Mas, outro feirante achou essa palavra (baratão) já muito desgastada, e acabou inventando outra palavra para atrair os clientes na movimentada feira. Ele se recusou a propagar a palavra baratão novamente e criou outra palavra: barataria, e começou a gritar: aconcheguem-se! Venham cá ver estas laranjas, estão uma barataria só!
Daí os outros feirantes começaram a dar atenção à esta novidade que acabou de ser disparada na feira: barataria. Em cerca de dois meses, boa parte dos feirantes já estava propagando a palavra barataria, a qual, pouco a pouco, foi substituindo a antiga palavra (baratão).
Muitos dos feirantes nem mesmo se davam conta do que faziam, eles imitavam, também inventavam sem nem mesmo ter disso consciência, outas vezes eles copiavam gírias de compradores estrangeiros, que nem português falavam lá muito bem.

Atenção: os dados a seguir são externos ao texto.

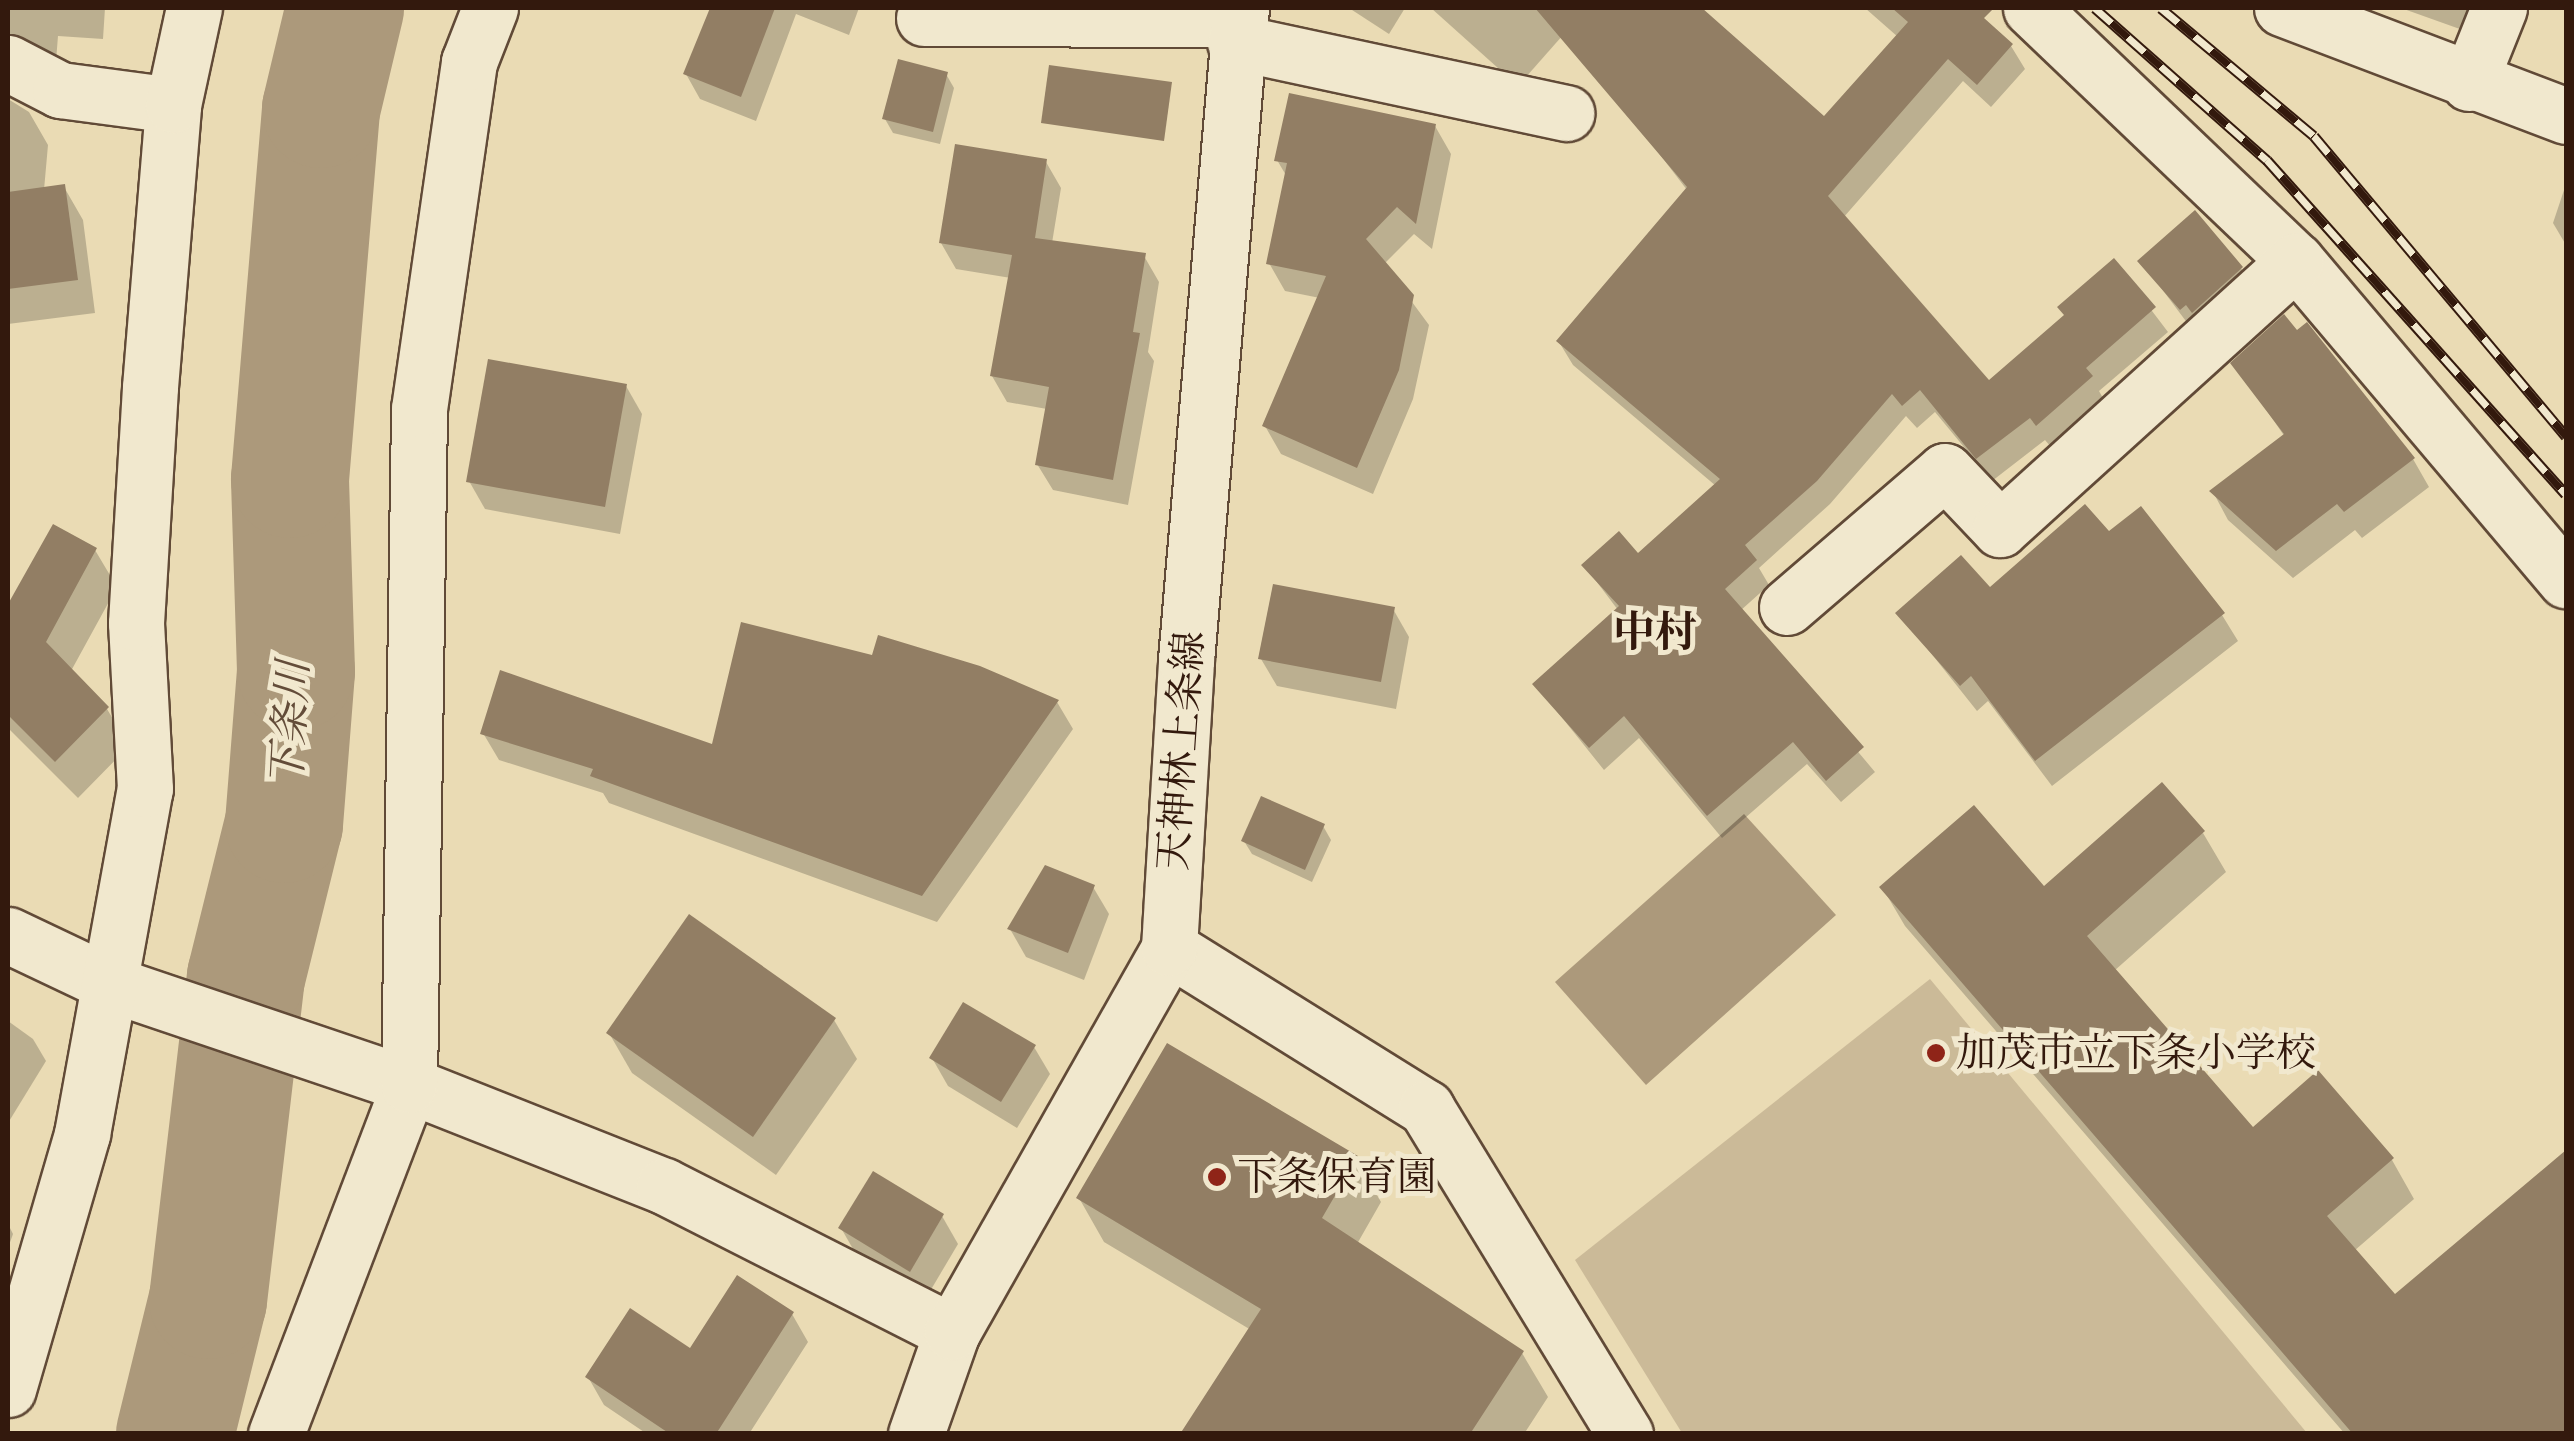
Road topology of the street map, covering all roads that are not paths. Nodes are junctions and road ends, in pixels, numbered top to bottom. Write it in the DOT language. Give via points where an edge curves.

Tiago seixas Themudo vai exemplificar isso de maneira bastante interessante, ele busca na literatura um belo exemplo de como uma novidade é propagada via contágio imitativo, sem que os próprios agentes sociais se deem conta disso, é um exemplo dado por Melville que ele cita em nota de rodapé:
“(turco): - Humildemente, senhor – disse ele – ontem fiquei pensando em Bartleby, e pensei que, preferisse ele tomar todos os dias...
(Advogado): - Então você também adotou a palavra – disse eu ligeiramente nervoso.

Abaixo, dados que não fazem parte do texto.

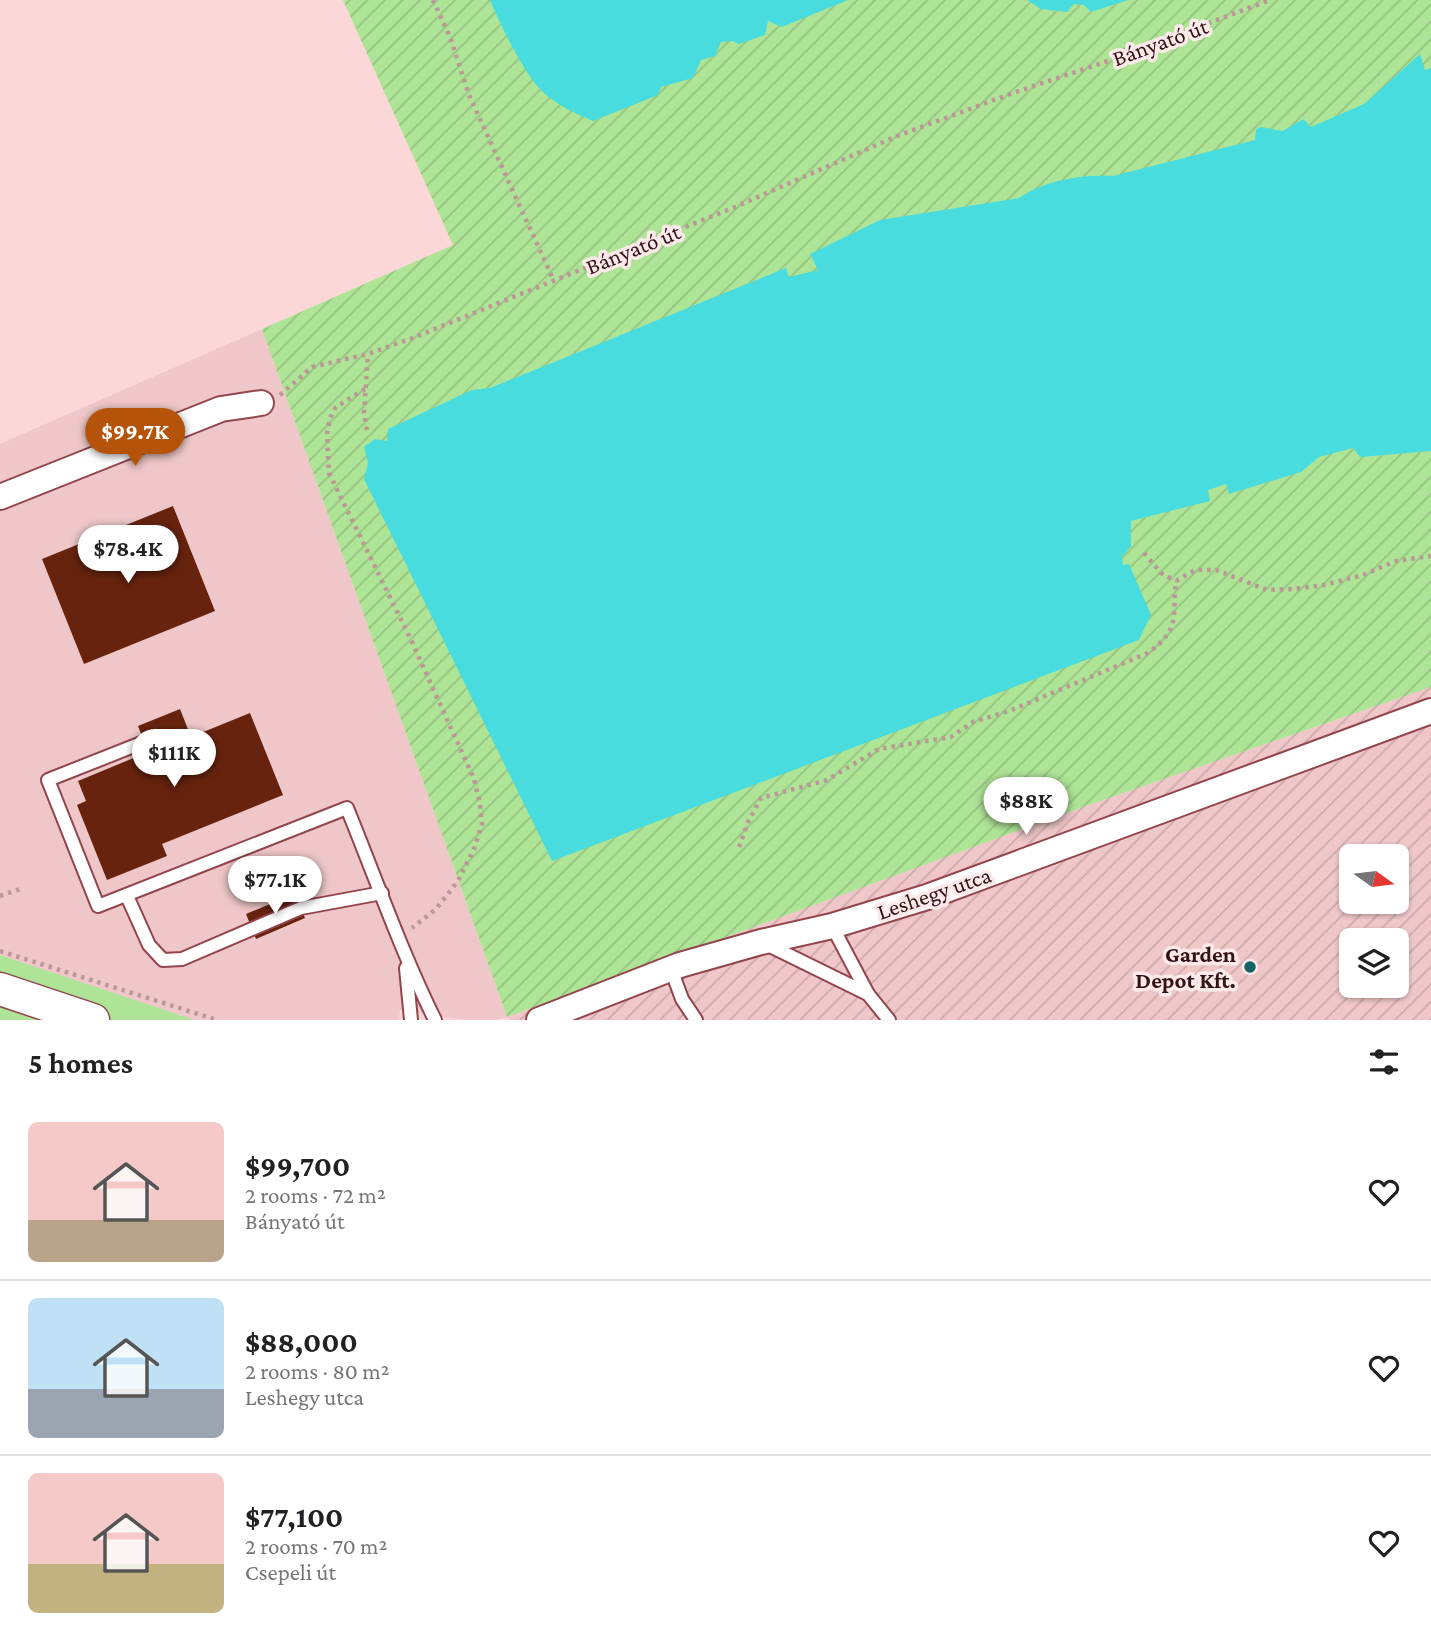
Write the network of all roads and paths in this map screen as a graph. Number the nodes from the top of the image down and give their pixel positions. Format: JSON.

(turco): - Humildemente senhor, que palavra?... – Que palavra, senhor?
(Advogado): - A palavra, essa, turco: disse eu – É essa.
(turco): - Ho! Preferir? Ho, sim, palavra esquisita. Eu nunca a emprego. Mas, como ia dizendo, se o senhor prefere...

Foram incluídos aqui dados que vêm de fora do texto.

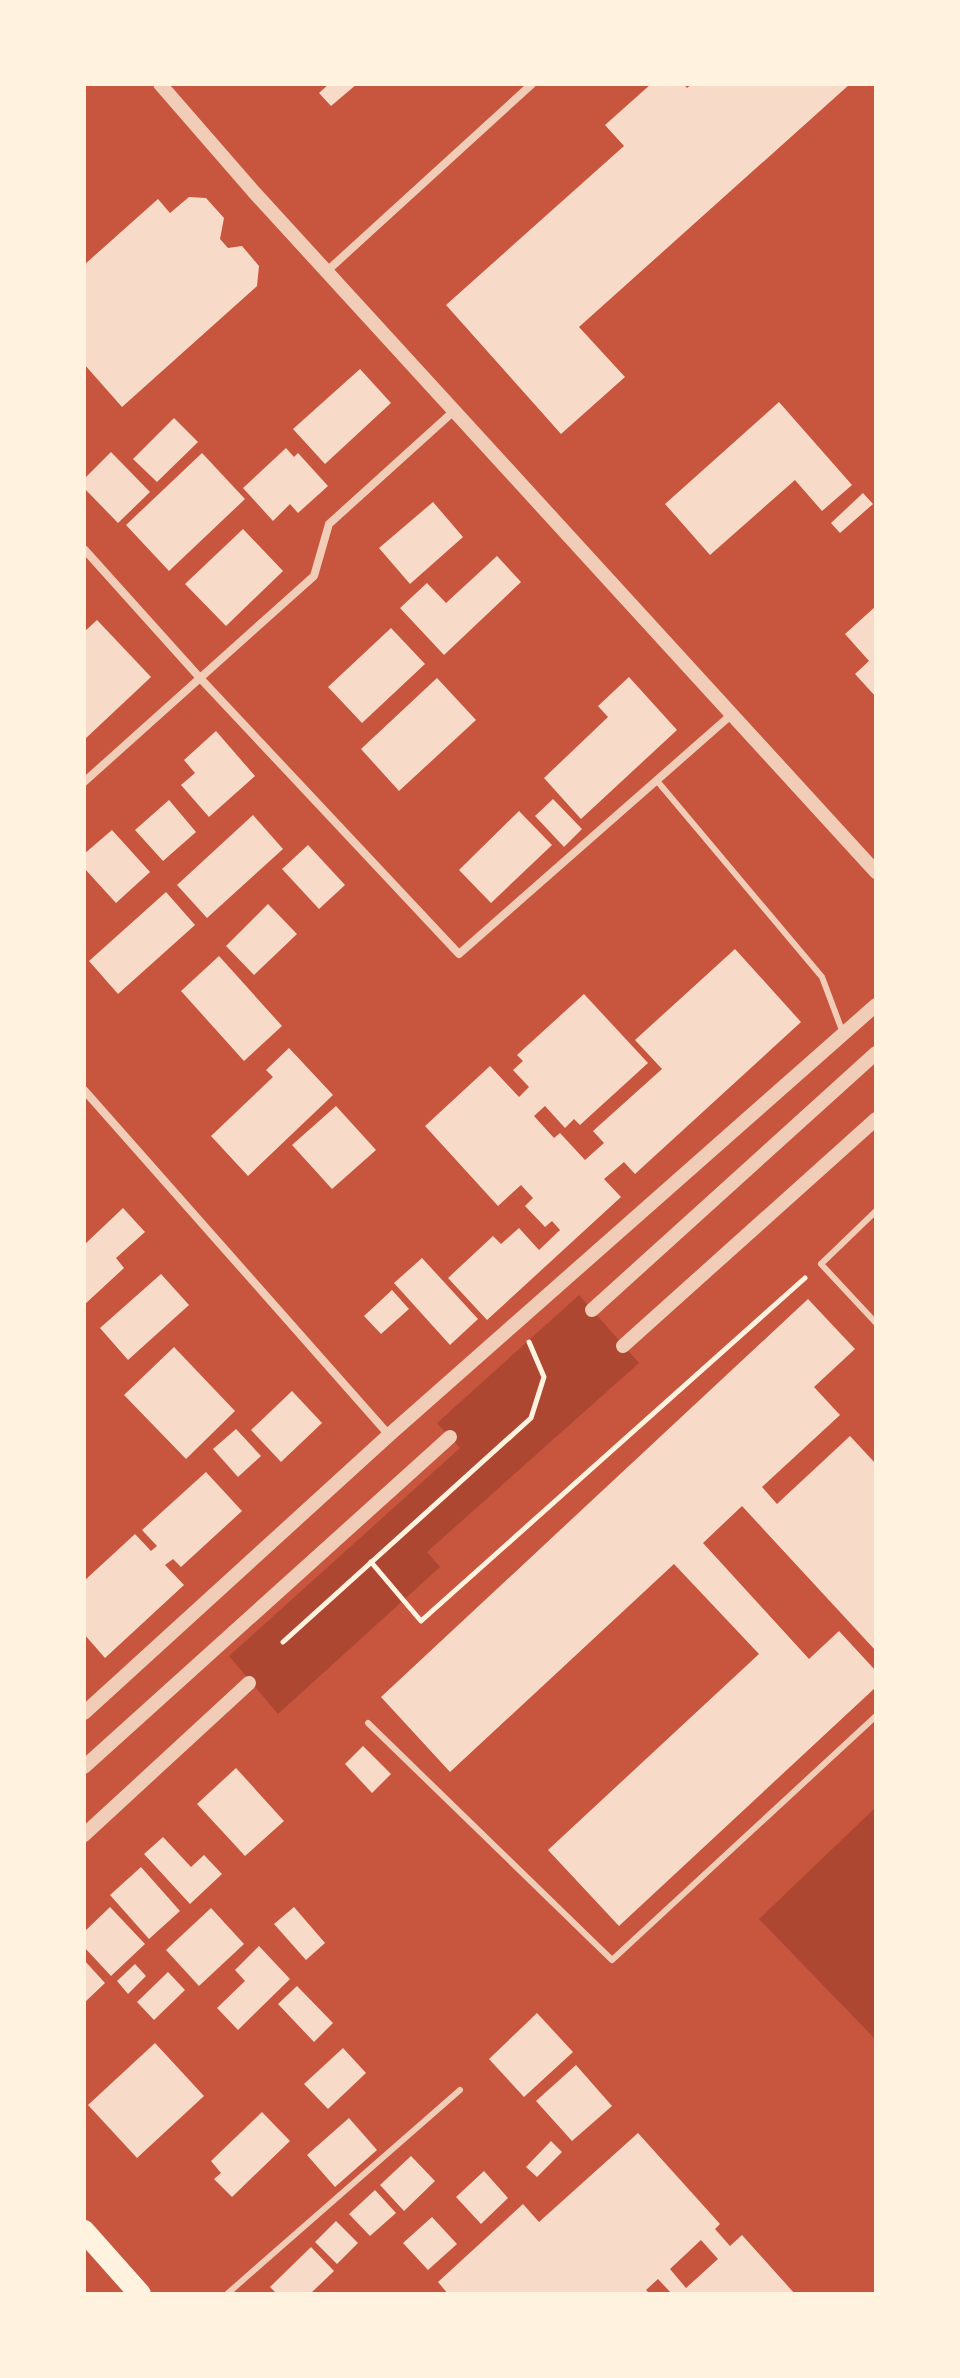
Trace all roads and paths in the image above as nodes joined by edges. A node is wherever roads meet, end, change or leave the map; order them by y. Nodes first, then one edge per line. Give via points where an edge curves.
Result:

(Advogado): - Turco – atalhei – quer fazer o favor de retirar-se?
(turco): - Ho, pois não, se o senhor prefere que eu me retire.
Enquanto ele abria a porta para retirar-se, Nippers viu-me de relance sentado à escrivaninha e perguntou-me se eu preferia que um certo papel fosse copiado em papel azul ou branco. [...] Era claro que ela (a palavra preferir) caíra da língua involuntariamente, e pensei comigo mesmo, que certamente eu devia livrar-me de um demente, que até certo ponto já transtornara a língua, quando já não as cabeças, a minha e a de meus escreventes.” 1
Este é um bom exemplo, assim como o da feira, para entendermos a lógica da formação, dos movimentos, muitas vezes, imperceptíveis na sociedade. Esta é constantemente movimentada pelas ações dos agentes sociais, ações que, muitas vezes, nem mesmo chegamos a perceber, mas são bastante importantes, pois são eles que gestam as futuras transformações. Tarde irá dar toda uma importância especial à estes pequenos acontecimentos, eis um ponto que o diferencia de todo o legado da sociologia positivista que tachava estes pequenos acontecimentos de superfluidades, de meras flutuações que não devem ser levadas em conta, pois tudo aconteceria conforme as prévias grandes representações do social, das quais os agentes seriam os reflexos.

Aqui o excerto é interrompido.